> [DATA TO EXAMINE]:
········
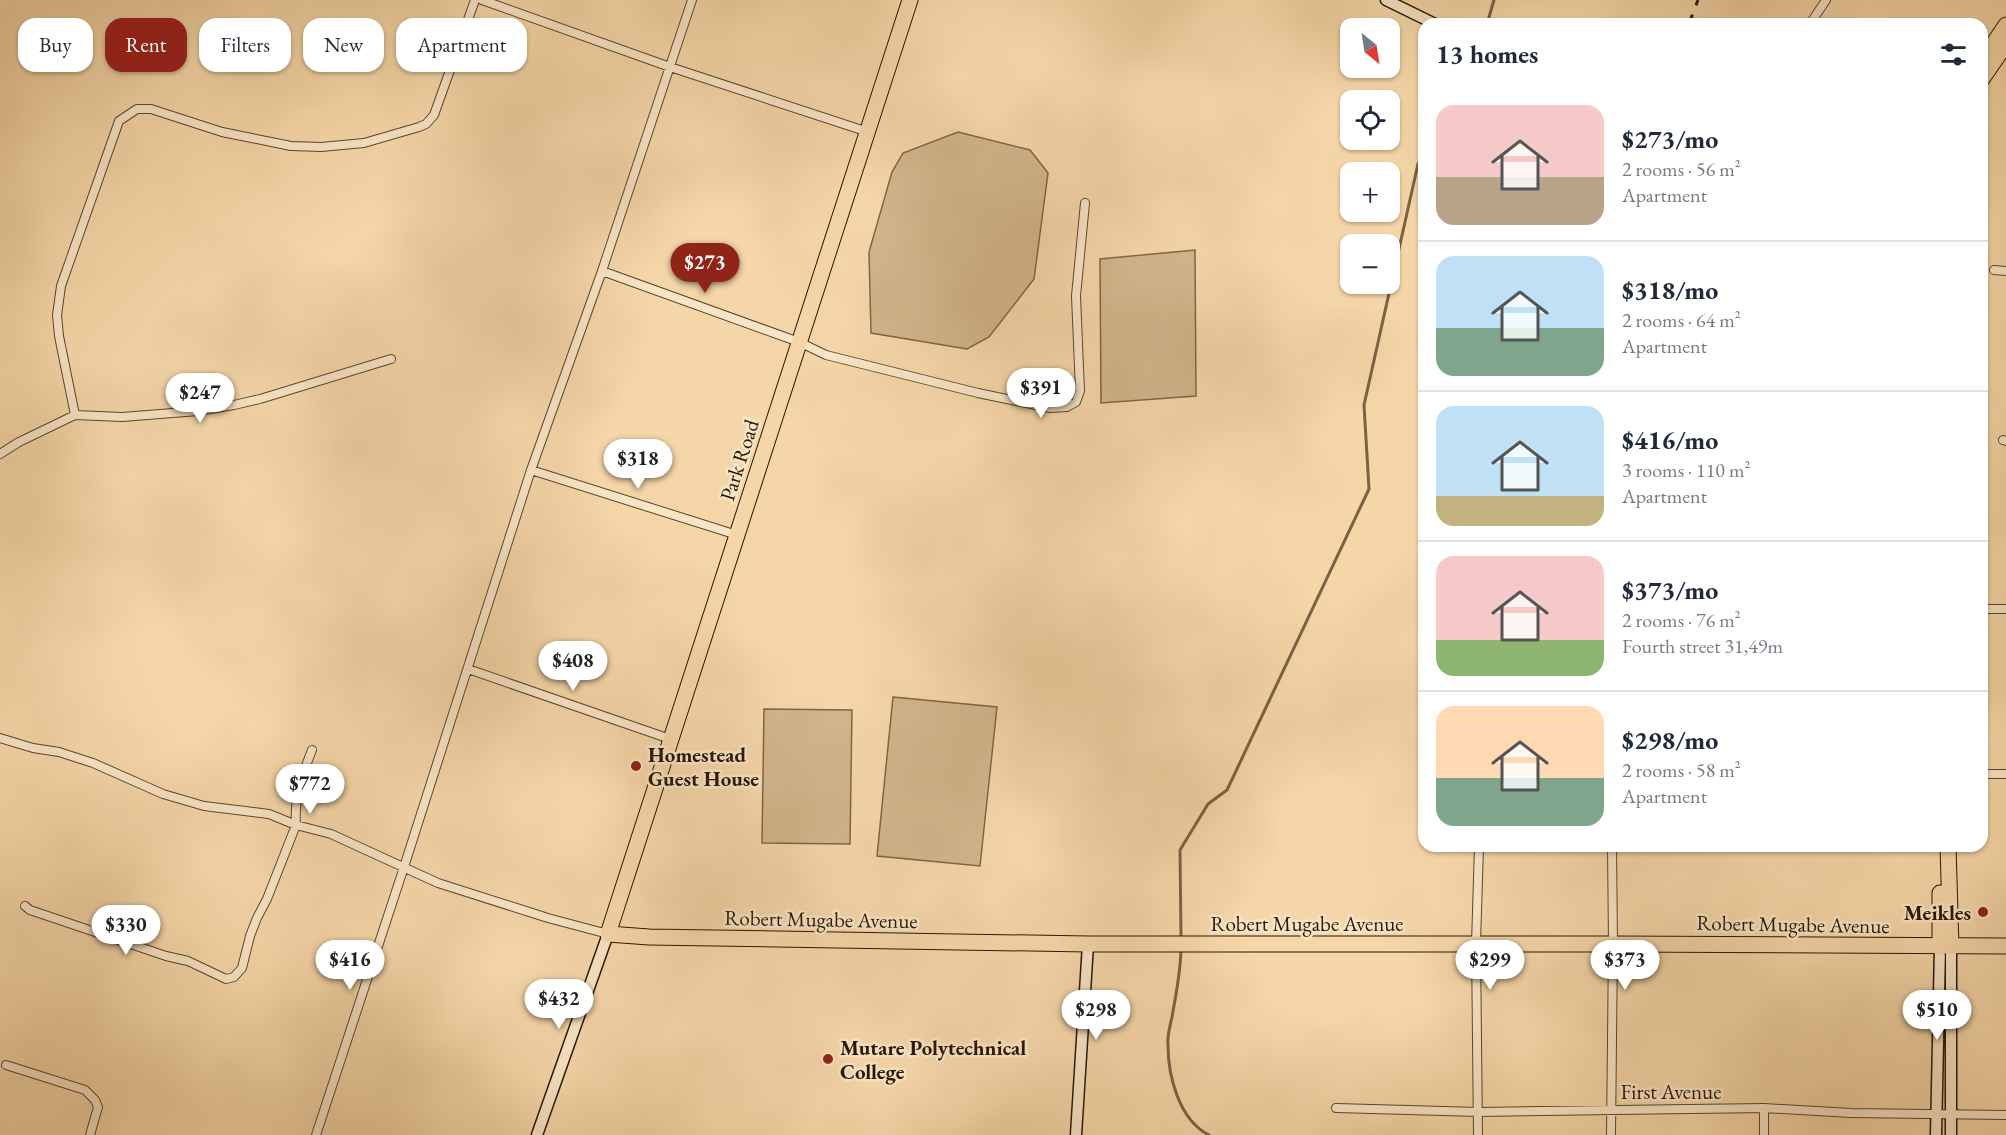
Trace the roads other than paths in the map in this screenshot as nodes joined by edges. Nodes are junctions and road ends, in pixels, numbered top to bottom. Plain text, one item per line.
1 (475, 0) edge
2 (482, 0) edge
3 (692, 0) edge
4 (910, 0) edge
5 (1386, 0) edge
6 (1826, 0) edge
7 (1422, 18) edge
8 (1814, 18) edge
9 (2006, 25) edge
10 (2006, 44) edge
11 (1988, 52) edge
12 (670, 67) junction
13 (1988, 70) edge
14 (868, 132) junction
15 (1084, 202) dead end
16 (1994, 270) dead end
17 (2006, 270) edge
18 (602, 271) junction
19 (800, 342) junction
20 (391, 359) dead end
21 (75, 415) junction
22 (0, 454) edge
23 (531, 470) junction
24 (737, 535) junction
25 (1988, 609) edge
26 (2006, 609) edge
27 (468, 669) junction
28 (0, 738) edge
29 (670, 739) junction
30 (312, 750) dead end
31 (1988, 774) edge
32 (2006, 774) edge
33 (296, 825) junction
34 (1479, 852) edge
35 (1612, 852) edge
36 (1940, 852) edge
37 (1948, 852) edge
38 (404, 867) junction
39 (24, 906) dead end
40 (608, 934) junction
41 (1088, 944) junction
42 (1476, 944) junction
43 (1613, 944) junction
44 (2006, 946) edge
45 (1945, 947) junction
46 (6, 1065) dead end
47 (1336, 1108) dead end
48 (1764, 1108) junction
49 (1611, 1109) junction
50 (1479, 1112) junction
51 (1936, 1113) junction
52 (1952, 1114) junction
53 (2006, 1115) edge
54 (90, 1135) edge
55 (316, 1135) edge
56 (537, 1135) edge
57 (1076, 1135) edge
58 (1479, 1135) edge
59 (1611, 1135) edge
60 (1764, 1135) edge
61 (1936, 1135) edge
62 (1951, 1135) edge

1 - 21 street
2 - 12 street
3 - 12 street
4 - 14 highway, Park Road
5 - 7 main road
6 - 8 street
9 - 11 highway
10 - 13 highway
12 - 14 street
12 - 18 street
14 - 19 highway, Park Road
15 - 19 street
16 - 17 street
18 - 19 street
18 - 23 street
19 - 24 highway, Park Road
20 - 21 street
21 - 22 street
23 - 24 street
23 - 27 street
24 - 29 highway, Park Road
25 - 26 street
27 - 29 street
27 - 38 street
28 - 33 street
29 - 40 highway, Park Road
30 - 33 street
31 - 32 street
33 - 38 street
33 - 39 street
34 - 42 street
35 - 43 street
36 - 45 highway
37 - 45 highway
38 - 40 street
38 - 55 street
40 - 41 highway, Robert Mugabe Avenue
40 - 56 main road
41 - 42 highway, Robert Mugabe Avenue
41 - 57 main road
42 - 43 highway, Robert Mugabe Avenue
42 - 50 street
43 - 45 highway, Robert Mugabe Avenue
43 - 49 street
44 - 45 highway, Robert Mugabe Avenue
45 - 51 main road
45 - 52 main road
46 - 54 street
47 - 50 street, First Avenue
48 - 49 street, First Avenue
48 - 51 street, First Avenue
48 - 60 street
49 - 50 street, First Avenue
49 - 59 street
50 - 58 street
51 - 52 street, First Avenue
51 - 61 main road
52 - 53 street, First Avenue
52 - 62 main road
········
> [ACTIVITY]: In the material, find each line with the word "Avenue" and list it.

> [OUTPUT BELOW]:
40 - 41 highway, Robert Mugabe Avenue
41 - 42 highway, Robert Mugabe Avenue
42 - 43 highway, Robert Mugabe Avenue
43 - 45 highway, Robert Mugabe Avenue
44 - 45 highway, Robert Mugabe Avenue
47 - 50 street, First Avenue
48 - 49 street, First Avenue
48 - 51 street, First Avenue
49 - 50 street, First Avenue
51 - 52 street, First Avenue
52 - 53 street, First Avenue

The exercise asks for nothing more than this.